━━━ Data extracts

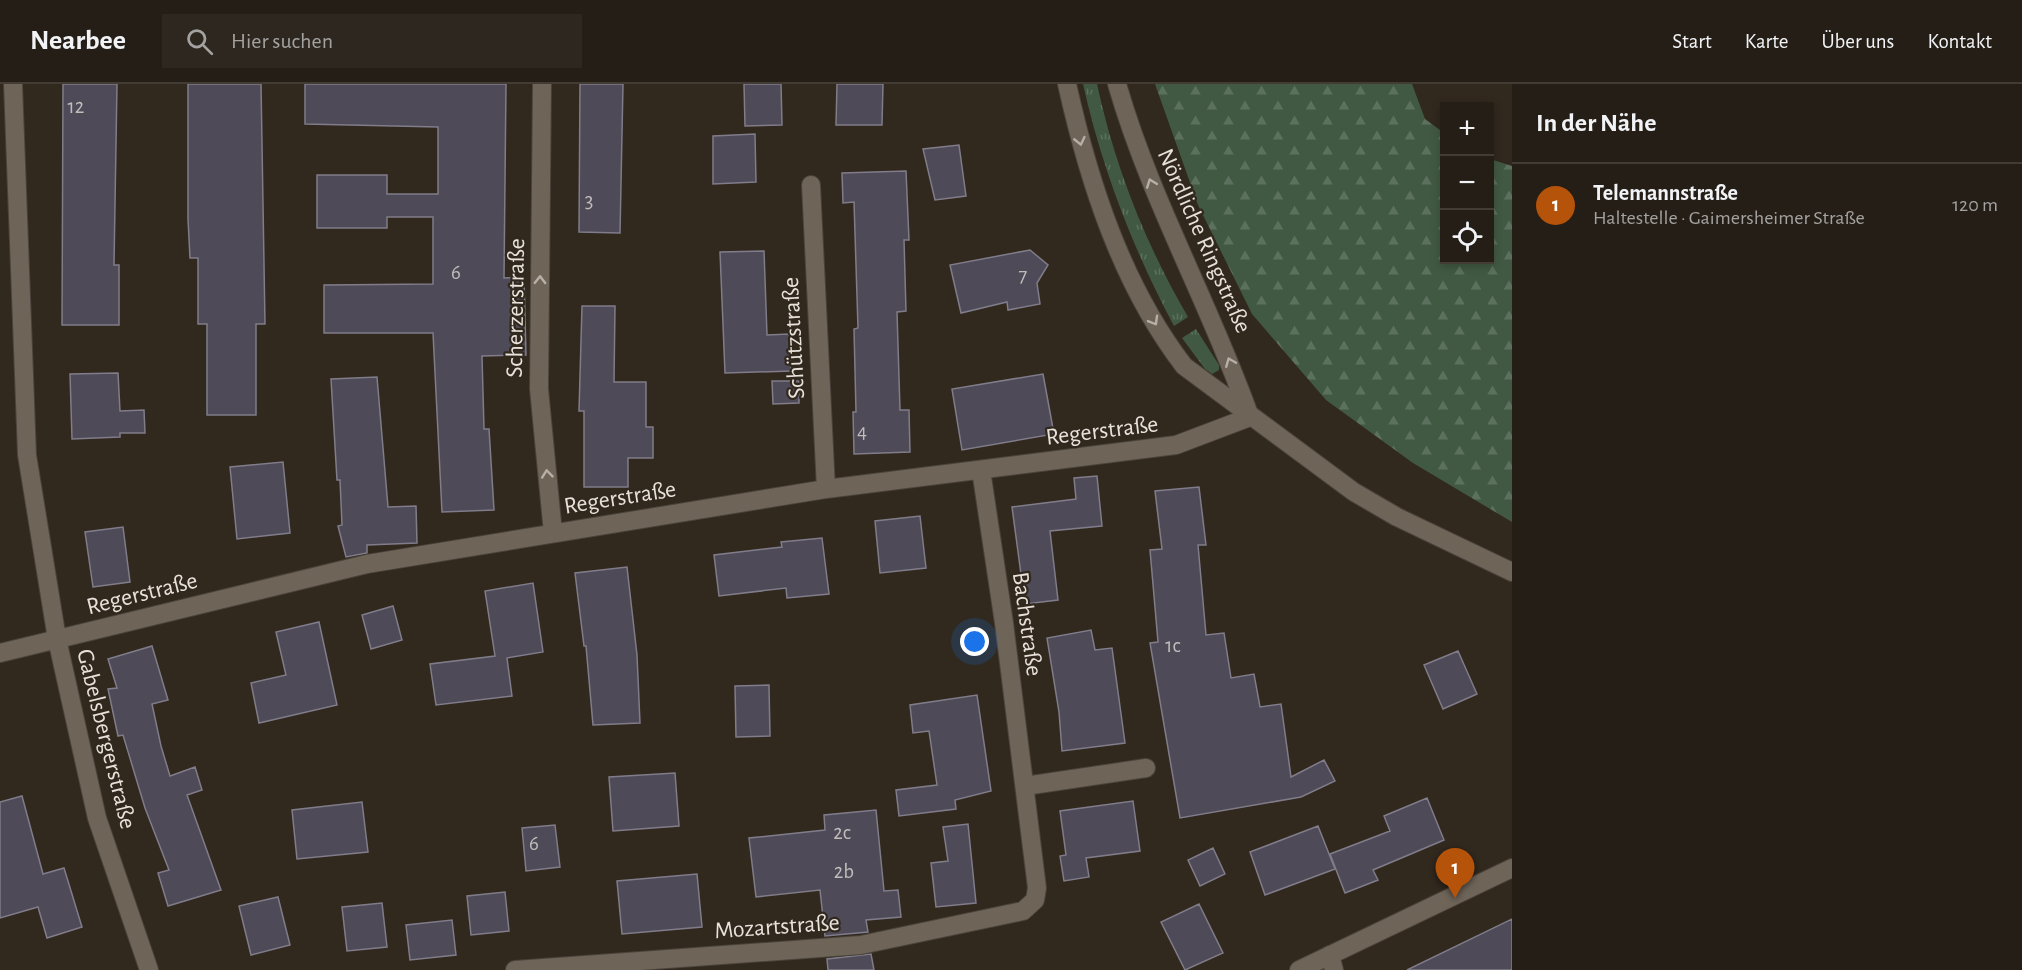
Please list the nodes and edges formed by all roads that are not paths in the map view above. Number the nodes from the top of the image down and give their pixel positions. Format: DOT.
graph roads {
  1 [pos="14,84"];
  2 [pos="542,84"];
  3 [pos="1067,84"];
  4 [pos="1117,84"];
  5 [pos="811,185"];
  6 [pos="18,275"];
  7 [pos="0,277"];
  8 [pos="1250,417"];
  9 [pos="981,470"];
  10 [pos="826,489"];
  11 [pos="553,533"];
  12 [pos="1512,572"];
  13 [pos="57,639"];
  14 [pos="0,653"];
  15 [pos="1146,768"];
  16 [pos="1025,786"];
  17 [pos="1512,868"];
  18 [pos="1035,900"];
  19 [pos="1332,963"];
  20 [pos="149,970"];
  21 [pos="515,970"];
  22 [pos="1299,970"];
  1 -- 6 [label="street, Gabelsbergerstraße"];
  11 -- 2 [label="street, Scherzerstraße, one-way"];
  3 -- 8 [label="street, one-way"];
  8 -- 4 [label="street, Nördliche Ringstraße, one-way"];
  5 -- 10 [label="street, Schützstraße"];
  6 -- 7 [label="street"];
  6 -- 13 [label="street, Gabelsbergerstraße"];
  8 -- 9 [label="street, Regerstraße"];
  8 -- 12 [label="street"];
  9 -- 10 [label="street, Regerstraße"];
  9 -- 16 [label="street, Bachstraße"];
  10 -- 11 [label="street, Regerstraße"];
  11 -- 13 [label="street, Regerstraße"];
  13 -- 14 [label="street, Regerstraße"];
  13 -- 20 [label="street, Gabelsbergerstraße"];
  15 -- 16 [label="street"];
  16 -- 18 [label="street, Bachstraße"];
  17 -- 19 [label="street"];
  18 -- 21 [label="street, Mozartstraße"];
  19 -- 22 [label="street"];
}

━━━━━━

Assignment: With the pictures left out, write out all of the data exactly.

Task answer:
Please list the nodes and edges formed by all roads that are not paths in the map view above. Number the nodes from the top of the image down and give their pixel positions. Format: DOT.
graph roads {
  1 [pos="14,84"];
  2 [pos="542,84"];
  3 [pos="1067,84"];
  4 [pos="1117,84"];
  5 [pos="811,185"];
  6 [pos="18,275"];
  7 [pos="0,277"];
  8 [pos="1250,417"];
  9 [pos="981,470"];
  10 [pos="826,489"];
  11 [pos="553,533"];
  12 [pos="1512,572"];
  13 [pos="57,639"];
  14 [pos="0,653"];
  15 [pos="1146,768"];
  16 [pos="1025,786"];
  17 [pos="1512,868"];
  18 [pos="1035,900"];
  19 [pos="1332,963"];
  20 [pos="149,970"];
  21 [pos="515,970"];
  22 [pos="1299,970"];
  1 -- 6 [label="street, Gabelsbergerstraße"];
  11 -- 2 [label="street, Scherzerstraße, one-way"];
  3 -- 8 [label="street, one-way"];
  8 -- 4 [label="street, Nördliche Ringstraße, one-way"];
  5 -- 10 [label="street, Schützstraße"];
  6 -- 7 [label="street"];
  6 -- 13 [label="street, Gabelsbergerstraße"];
  8 -- 9 [label="street, Regerstraße"];
  8 -- 12 [label="street"];
  9 -- 10 [label="street, Regerstraße"];
  9 -- 16 [label="street, Bachstraße"];
  10 -- 11 [label="street, Regerstraße"];
  11 -- 13 [label="street, Regerstraße"];
  13 -- 14 [label="street, Regerstraße"];
  13 -- 20 [label="street, Gabelsbergerstraße"];
  15 -- 16 [label="street"];
  16 -- 18 [label="street, Bachstraße"];
  17 -- 19 [label="street"];
  18 -- 21 [label="street, Mozartstraße"];
  19 -- 22 [label="street"];
}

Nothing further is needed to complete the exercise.